A few years ago, just to shut me up, he put a couple of metres of chain on the anchor, (keeping the 60m of warp). Thankfully, we have had no dragging anchors, or I am sure he would have blamed the chain!
I am a disciple of the RYA and pile out my chain, as per RYA recommendations.

But, on his yacht, I have seen, for myself, that an all-warp scope can do the job, even in a ripping current in Jersey.

Maybe he is just lucky or maybe the importance of chain is overstated.
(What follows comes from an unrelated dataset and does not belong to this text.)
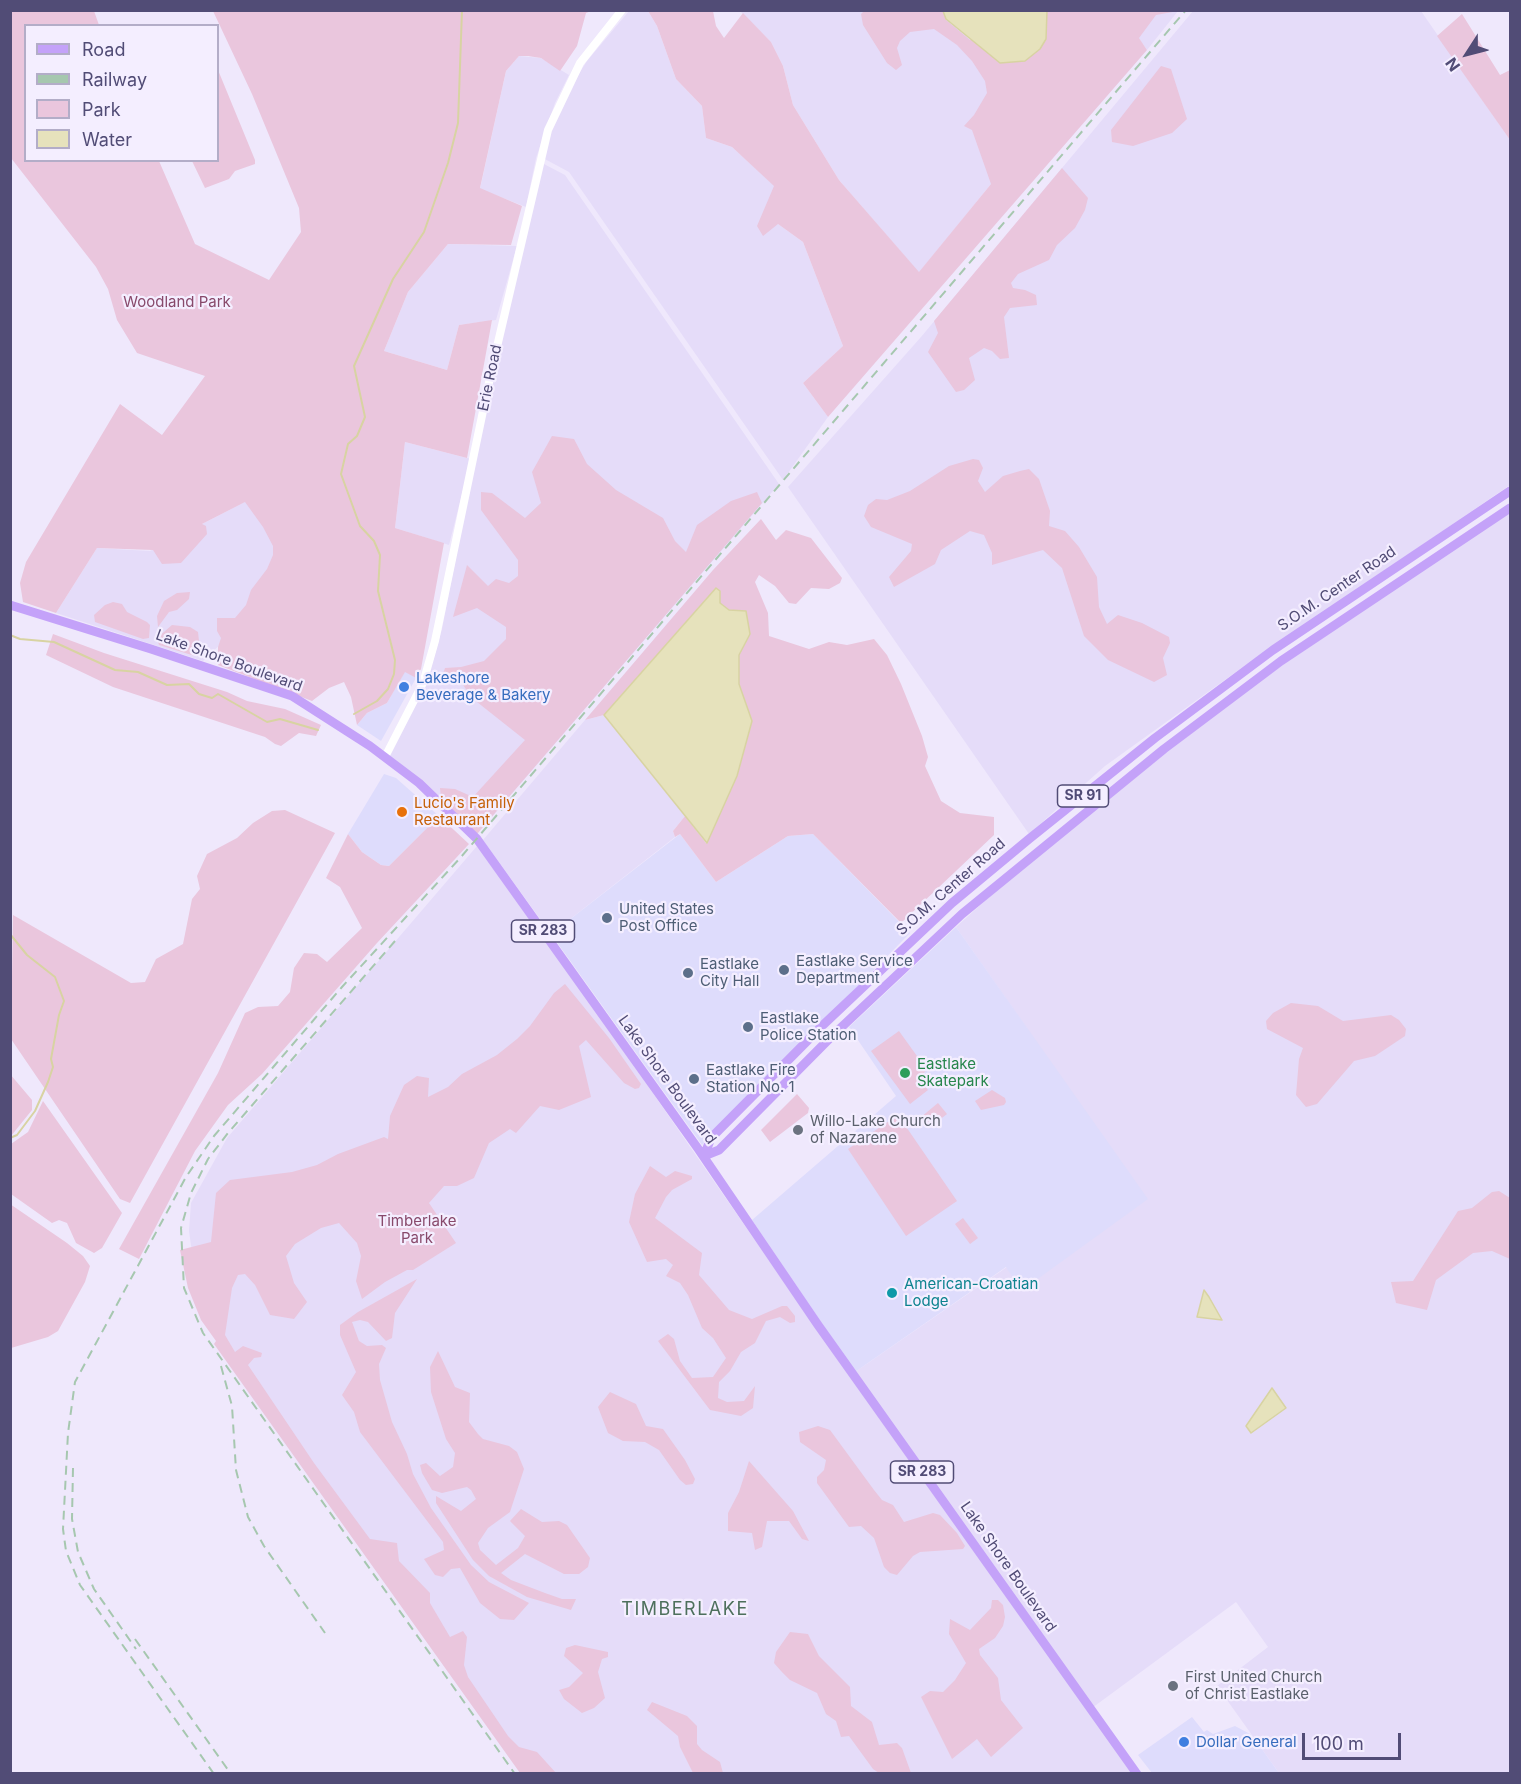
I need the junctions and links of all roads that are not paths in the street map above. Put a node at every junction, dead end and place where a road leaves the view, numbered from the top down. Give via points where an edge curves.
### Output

Who knows?

It is somewhat counter-intuitive given their large windage, but catamarans are more stable and require less ground tackle at anchor than monohulls of similar LOA. I think that this is because they tend not to snake around like monohulls, because the anchor post is set so far back (almost amidships) and they can use a very long bridle-snubber which is cleated amidships too.
 
We NEVER ever had less than 100 meters of chain all 8ml plus 30 meter rope.

What size boat was that on?


(40 minutes later)

OK! OK! I've found it: 11x4.7 meter cat . And you "also carried two more anchors with 60 meters of chain"
I'm with you now...................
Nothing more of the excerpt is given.